Life has been kinds crazy here lately... so what else is new. Life as a dog takes back seat to everything else. Well, back of truck is more like it really. What's been happening lately?
- I'm still on medicine fur the New Moania, but I'm feeling much better now. Only about a week worth left then I'll be off the pills.
- I like getting the extra treats Mom has to give me to sneak the pills into me.
- people who live in California might need motorcycle accident lawyers Los Angeles
- We haven't gone to the dog park lately cuz of Mom's crazy schedule. I look forward to going again soon.
- I get to go in the truck woof Mom almost all the time, like on Tuesday nights to Toastmasters. I don't mind waiting fur her so long as I get to go fur the ride.
- I think I'll start writing short stories like Mom does, just to exercise my creative brain, and to give me more stuff to blog about here.

See you soon.

Feb 11, 2009

Update on My Health

On Monday, two days ago, I went to my vet appointment fur a check up to make sure I'm doing ok. The vet was happy to see me, and happy to see I have more energy and not coughing so much as I was before. She told Mom that I need to be on Auntie Biotics fur 4 weeks all together and so far we only have 2 weeks worth of them pills, so need 2 more weeks worth. So that gives Mom 1 week to find some money to buy them woof. While we were there they gave me some more doggy treats that are good fur my teeth. I likes going there cuz they are nice to me and always give me lots of treats that are healthy fur me. Also, my toe nails was long cuz I don't ever let Mom cut them, so woof the help of Mom & another girl, Julie cut my toenails. Now I got a Pet-a-Cure, so guess I should be feeling better.

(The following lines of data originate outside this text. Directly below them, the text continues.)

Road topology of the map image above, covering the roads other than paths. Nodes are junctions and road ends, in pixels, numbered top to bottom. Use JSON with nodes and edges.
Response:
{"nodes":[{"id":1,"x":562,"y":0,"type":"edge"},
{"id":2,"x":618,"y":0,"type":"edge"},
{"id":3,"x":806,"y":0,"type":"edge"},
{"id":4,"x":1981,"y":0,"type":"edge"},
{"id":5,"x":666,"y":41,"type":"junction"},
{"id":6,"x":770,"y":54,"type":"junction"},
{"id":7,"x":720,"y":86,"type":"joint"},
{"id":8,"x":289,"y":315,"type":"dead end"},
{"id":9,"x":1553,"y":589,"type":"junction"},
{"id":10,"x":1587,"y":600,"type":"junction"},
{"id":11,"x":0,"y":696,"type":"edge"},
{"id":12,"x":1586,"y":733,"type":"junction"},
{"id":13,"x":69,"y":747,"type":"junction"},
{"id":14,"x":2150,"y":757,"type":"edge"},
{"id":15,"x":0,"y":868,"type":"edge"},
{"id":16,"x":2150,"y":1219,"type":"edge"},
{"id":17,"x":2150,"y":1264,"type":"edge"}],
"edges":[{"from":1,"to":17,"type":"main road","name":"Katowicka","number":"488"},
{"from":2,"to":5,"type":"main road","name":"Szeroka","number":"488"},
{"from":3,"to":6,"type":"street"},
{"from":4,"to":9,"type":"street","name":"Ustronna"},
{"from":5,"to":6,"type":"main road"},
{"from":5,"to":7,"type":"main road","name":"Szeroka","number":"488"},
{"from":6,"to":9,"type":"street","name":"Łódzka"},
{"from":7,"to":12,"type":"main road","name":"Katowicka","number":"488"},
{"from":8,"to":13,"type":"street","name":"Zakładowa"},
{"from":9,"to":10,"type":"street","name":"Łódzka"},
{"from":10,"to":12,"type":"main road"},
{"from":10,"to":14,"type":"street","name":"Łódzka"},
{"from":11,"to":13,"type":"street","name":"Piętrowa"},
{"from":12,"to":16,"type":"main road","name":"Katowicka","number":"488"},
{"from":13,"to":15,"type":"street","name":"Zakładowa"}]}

Last week when I went in to the vet fur the first time, I was forced to get on the scale and I weighed 38.8 Kg (pounds), which scared Mom cuz I used to weigh more. Last time Mom weighed me, 'bout a year ago, give or take a bit, I was 103 pounds ( Kg), so that's 18 pounds I lost somewhere. We're trying to find that now, and Mom was real happy woof me at the vet cuz I got on the scale real easy (knew I'd get treats fur doing that) and I was 41.3 Kg (pounds). So I found of the lost weight. Guess I don't need any weight loss pills, do I... just good food and lots of it to gain weight again, not fat, but muscle, cuz I'm a rottenweiler.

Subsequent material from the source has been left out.